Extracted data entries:

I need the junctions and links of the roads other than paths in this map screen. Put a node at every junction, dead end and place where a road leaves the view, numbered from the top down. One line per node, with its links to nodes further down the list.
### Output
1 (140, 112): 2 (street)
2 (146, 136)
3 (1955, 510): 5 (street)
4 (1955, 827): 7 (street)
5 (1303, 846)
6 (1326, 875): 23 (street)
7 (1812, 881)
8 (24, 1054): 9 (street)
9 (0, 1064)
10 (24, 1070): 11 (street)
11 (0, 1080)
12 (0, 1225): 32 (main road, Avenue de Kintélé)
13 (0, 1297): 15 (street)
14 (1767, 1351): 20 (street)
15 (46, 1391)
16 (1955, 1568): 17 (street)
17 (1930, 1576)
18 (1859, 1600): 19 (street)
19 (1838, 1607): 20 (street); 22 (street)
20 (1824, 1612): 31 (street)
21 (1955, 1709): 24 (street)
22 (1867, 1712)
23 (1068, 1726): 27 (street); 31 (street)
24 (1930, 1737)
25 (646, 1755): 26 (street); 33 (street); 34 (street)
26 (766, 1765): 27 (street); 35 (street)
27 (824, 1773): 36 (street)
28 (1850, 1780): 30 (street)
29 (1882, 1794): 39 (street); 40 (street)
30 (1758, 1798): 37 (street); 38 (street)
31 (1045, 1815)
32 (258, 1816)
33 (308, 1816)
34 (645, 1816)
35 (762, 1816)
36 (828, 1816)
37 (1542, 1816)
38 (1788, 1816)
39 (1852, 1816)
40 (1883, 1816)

• EXERCISE AIM:
Keep the wording exact. Give all of the records again.

• RESULT FOR THIS EXERCISE:
I need the junctions and links of the roads other than paths in this map screen. Put a node at every junction, dead end and place where a road leaves the view, numbered from the top down. One line per node, with its links to nodes further down the list.
### Output
1 (140, 112): 2 (street)
2 (146, 136)
3 (1955, 510): 5 (street)
4 (1955, 827): 7 (street)
5 (1303, 846)
6 (1326, 875): 23 (street)
7 (1812, 881)
8 (24, 1054): 9 (street)
9 (0, 1064)
10 (24, 1070): 11 (street)
11 (0, 1080)
12 (0, 1225): 32 (main road, Avenue de Kintélé)
13 (0, 1297): 15 (street)
14 (1767, 1351): 20 (street)
15 (46, 1391)
16 (1955, 1568): 17 (street)
17 (1930, 1576)
18 (1859, 1600): 19 (street)
19 (1838, 1607): 20 (street); 22 (street)
20 (1824, 1612): 31 (street)
21 (1955, 1709): 24 (street)
22 (1867, 1712)
23 (1068, 1726): 27 (street); 31 (street)
24 (1930, 1737)
25 (646, 1755): 26 (street); 33 (street); 34 (street)
26 (766, 1765): 27 (street); 35 (street)
27 (824, 1773): 36 (street)
28 (1850, 1780): 30 (street)
29 (1882, 1794): 39 (street); 40 (street)
30 (1758, 1798): 37 (street); 38 (street)
31 (1045, 1815)
32 (258, 1816)
33 (308, 1816)
34 (645, 1816)
35 (762, 1816)
36 (828, 1816)
37 (1542, 1816)
38 (1788, 1816)
39 (1852, 1816)
40 (1883, 1816)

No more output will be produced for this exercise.